# WHAT THIS TASK INVOLVES:
Each line below that contains the word "JOÃO" must be copied.

# AVAILABLE DATA:

____________________

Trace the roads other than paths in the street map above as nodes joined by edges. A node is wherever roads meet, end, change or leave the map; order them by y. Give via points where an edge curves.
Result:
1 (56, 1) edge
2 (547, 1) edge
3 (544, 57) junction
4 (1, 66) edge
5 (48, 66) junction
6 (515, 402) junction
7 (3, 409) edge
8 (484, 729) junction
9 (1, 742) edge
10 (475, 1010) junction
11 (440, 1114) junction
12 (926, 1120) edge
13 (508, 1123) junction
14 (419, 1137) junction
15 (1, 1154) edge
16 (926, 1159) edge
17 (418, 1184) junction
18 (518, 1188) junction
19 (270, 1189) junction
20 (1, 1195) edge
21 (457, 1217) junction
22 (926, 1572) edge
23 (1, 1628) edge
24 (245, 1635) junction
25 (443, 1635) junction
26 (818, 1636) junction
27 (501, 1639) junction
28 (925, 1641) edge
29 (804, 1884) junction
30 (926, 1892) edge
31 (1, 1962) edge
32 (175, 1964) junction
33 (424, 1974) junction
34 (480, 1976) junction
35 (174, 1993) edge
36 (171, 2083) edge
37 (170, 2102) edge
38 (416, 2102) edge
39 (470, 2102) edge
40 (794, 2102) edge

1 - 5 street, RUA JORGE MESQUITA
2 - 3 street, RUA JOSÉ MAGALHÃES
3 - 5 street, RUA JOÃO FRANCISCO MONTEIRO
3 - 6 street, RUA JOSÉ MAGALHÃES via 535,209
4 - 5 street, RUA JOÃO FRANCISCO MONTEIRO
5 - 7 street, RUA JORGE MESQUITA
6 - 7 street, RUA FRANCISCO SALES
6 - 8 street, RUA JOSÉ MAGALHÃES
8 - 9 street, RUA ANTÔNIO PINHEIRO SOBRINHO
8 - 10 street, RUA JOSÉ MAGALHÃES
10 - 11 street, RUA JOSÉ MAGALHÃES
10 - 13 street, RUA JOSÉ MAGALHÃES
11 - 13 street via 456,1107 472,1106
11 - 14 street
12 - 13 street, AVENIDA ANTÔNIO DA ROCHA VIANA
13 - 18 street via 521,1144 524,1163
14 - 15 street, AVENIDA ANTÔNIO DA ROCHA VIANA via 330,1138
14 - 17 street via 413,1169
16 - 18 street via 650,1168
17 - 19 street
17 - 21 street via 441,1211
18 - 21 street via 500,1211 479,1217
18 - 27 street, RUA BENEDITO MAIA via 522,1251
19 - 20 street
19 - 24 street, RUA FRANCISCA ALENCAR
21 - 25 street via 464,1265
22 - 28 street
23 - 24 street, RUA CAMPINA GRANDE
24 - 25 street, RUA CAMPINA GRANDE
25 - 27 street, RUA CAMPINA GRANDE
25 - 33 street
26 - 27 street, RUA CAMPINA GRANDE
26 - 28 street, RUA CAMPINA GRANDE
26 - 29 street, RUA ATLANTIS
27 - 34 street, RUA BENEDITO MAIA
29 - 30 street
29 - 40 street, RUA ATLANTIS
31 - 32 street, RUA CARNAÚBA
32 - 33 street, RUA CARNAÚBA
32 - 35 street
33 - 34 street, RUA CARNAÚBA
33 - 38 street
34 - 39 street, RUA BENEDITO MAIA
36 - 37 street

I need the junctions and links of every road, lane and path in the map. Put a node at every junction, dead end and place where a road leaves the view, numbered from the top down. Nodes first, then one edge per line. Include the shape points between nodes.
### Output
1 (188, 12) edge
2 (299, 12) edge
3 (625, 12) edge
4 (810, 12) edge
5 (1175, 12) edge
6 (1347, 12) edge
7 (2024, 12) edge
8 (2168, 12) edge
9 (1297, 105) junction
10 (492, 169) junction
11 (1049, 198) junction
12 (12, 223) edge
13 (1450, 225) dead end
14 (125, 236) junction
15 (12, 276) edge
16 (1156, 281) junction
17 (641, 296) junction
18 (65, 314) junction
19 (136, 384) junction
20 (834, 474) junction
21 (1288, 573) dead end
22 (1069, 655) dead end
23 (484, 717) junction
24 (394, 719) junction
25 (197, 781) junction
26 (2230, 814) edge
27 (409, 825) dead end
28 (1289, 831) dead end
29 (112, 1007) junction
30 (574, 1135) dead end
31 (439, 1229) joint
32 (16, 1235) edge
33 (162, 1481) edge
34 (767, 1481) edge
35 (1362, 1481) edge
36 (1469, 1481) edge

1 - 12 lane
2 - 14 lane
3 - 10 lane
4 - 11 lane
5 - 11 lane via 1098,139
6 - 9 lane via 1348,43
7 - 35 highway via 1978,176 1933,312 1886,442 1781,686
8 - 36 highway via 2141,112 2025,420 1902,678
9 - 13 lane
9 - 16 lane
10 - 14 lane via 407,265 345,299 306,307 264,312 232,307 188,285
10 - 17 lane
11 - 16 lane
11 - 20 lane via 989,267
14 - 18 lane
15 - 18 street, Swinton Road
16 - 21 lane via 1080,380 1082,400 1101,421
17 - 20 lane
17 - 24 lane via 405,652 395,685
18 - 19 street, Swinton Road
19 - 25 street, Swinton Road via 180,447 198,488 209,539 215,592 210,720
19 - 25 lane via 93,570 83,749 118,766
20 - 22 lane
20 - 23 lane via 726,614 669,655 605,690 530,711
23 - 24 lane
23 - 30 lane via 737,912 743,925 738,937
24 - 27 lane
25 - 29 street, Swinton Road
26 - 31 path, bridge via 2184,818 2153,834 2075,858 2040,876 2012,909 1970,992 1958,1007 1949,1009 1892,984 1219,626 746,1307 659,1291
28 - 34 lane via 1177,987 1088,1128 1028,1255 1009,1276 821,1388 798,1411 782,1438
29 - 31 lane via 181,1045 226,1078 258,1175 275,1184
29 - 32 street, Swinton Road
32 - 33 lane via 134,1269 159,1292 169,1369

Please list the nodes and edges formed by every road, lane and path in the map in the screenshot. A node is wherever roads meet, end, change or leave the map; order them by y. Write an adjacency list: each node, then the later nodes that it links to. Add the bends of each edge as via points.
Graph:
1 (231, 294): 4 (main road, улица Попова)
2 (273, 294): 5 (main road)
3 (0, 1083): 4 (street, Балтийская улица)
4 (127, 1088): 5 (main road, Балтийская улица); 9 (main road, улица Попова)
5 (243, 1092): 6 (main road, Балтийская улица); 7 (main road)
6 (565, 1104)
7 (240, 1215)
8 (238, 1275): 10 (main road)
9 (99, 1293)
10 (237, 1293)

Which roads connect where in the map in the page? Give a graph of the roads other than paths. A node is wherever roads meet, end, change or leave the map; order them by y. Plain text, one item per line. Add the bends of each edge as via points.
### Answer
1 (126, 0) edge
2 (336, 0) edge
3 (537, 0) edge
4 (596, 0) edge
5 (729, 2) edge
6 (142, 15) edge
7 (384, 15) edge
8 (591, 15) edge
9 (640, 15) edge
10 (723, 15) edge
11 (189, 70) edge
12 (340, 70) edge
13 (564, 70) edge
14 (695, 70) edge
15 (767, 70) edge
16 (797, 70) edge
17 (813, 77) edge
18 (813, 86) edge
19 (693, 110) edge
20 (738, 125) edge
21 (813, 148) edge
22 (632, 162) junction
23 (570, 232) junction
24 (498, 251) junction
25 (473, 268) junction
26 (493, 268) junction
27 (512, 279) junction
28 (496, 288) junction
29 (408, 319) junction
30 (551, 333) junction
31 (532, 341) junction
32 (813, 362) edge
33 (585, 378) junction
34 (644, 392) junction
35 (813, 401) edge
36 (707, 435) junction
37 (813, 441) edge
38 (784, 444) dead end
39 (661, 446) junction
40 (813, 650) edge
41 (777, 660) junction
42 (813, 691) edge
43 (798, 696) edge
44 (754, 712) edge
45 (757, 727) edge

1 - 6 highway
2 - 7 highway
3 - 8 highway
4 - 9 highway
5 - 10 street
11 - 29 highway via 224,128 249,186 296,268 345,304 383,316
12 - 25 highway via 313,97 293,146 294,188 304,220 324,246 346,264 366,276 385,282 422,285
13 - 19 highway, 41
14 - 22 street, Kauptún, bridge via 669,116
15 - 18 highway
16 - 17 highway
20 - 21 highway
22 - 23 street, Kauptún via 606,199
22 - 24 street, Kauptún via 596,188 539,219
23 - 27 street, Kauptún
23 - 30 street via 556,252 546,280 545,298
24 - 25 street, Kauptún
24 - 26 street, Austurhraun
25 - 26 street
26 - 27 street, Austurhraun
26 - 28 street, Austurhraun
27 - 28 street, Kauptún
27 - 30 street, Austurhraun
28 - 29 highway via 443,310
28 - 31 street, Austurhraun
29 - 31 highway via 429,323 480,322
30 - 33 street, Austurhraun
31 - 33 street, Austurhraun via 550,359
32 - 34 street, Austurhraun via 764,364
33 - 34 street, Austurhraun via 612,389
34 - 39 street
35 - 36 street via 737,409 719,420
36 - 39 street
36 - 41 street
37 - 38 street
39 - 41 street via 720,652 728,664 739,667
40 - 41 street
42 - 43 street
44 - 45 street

____________________

# FINISHED EXERCISE:
3 - 5 street, RUA JOÃO FRANCISCO MONTEIRO
4 - 5 street, RUA JOÃO FRANCISCO MONTEIRO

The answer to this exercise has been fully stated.